Treatment medications typically include:

  • Plasma-derived factor concentrates: It’s a concentrate of plasma, which is the yellow-colored liquid of the blood. It contains several proteins, including albumin and all of the clotting factors. Plasma is tested to make sure they do not carry any virus, and then it is separated into concentrates of its components. In this case, we use a concentrate of clotting factors, which are freeze-dried to make sure they do not contain pathogens.
  • Recombinant factor concentrates: It is another alternative that does not come from human plasma. Instead, recombinant factor concentrates are genetically engineered and prepared for commercial use. They do not have any plasma particle, albumin, or anything else that may potentially carry a virus. The downside of using a recombinant factor concentrate is that it brings a higher chance of developing inhibitors.
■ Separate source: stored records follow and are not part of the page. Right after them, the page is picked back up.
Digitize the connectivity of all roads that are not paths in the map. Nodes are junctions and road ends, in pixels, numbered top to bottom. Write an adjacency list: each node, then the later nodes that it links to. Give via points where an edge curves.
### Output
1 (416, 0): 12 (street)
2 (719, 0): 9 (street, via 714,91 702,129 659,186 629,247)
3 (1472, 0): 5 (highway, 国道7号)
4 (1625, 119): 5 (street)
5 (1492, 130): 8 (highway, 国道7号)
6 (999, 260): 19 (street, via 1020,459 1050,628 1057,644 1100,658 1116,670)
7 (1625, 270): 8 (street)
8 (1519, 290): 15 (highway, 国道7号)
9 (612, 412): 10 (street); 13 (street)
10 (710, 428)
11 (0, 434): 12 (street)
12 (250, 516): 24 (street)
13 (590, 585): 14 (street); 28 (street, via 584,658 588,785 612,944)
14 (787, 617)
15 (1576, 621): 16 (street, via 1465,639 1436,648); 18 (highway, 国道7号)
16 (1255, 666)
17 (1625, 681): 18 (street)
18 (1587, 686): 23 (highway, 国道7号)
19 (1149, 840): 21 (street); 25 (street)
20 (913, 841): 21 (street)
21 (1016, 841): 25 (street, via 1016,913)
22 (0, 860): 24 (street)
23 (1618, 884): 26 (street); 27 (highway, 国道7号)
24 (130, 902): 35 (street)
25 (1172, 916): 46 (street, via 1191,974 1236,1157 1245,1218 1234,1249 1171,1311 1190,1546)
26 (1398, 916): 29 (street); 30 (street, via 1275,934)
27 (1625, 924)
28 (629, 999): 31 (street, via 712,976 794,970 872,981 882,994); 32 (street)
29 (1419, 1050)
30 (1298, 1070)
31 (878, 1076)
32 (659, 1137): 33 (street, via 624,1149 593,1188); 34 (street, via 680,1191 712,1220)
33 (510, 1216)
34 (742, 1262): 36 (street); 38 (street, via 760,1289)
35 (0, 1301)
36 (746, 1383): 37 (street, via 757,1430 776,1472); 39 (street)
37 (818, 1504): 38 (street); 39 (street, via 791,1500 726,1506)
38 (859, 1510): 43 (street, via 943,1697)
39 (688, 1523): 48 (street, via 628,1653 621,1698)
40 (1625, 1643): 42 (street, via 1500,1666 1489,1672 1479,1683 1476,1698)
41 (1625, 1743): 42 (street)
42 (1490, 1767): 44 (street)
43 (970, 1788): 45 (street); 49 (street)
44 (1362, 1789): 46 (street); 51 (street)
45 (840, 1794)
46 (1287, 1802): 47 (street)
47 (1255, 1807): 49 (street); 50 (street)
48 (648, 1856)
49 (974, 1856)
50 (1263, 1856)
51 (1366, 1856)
Other therapeutic options available for patients with hemophilia include:

  • Emicizumab: The commercial name is Hemlibra, and it is also known as ACE 910. It replaces the function of FVIII and can be used to prevent bleeding episodes in hemophilia A. It is injected under the skin, but similar to recombinant factor concentrates, this therapy carries a higher chance of developing inhibitors.
  • Desmopressin Acetate: The commercial name is Stimate or DDAVP. This drug works similarly to a hormone in the body that releases more FVIII. It is appropriate in cases of mild hemophilia and applied intravenously or through a nasal spray.
  • Epsilon Amino Caproic Acid: The commercial name is Amicar and has the ability to prevent the breakdown of blood clots. Thus, patients will have a firmer and more resistant clot that promotes hemostasis. It is commonly used in order to avoid gum or mouth bleeding, which is inhibited by substances in the saliva.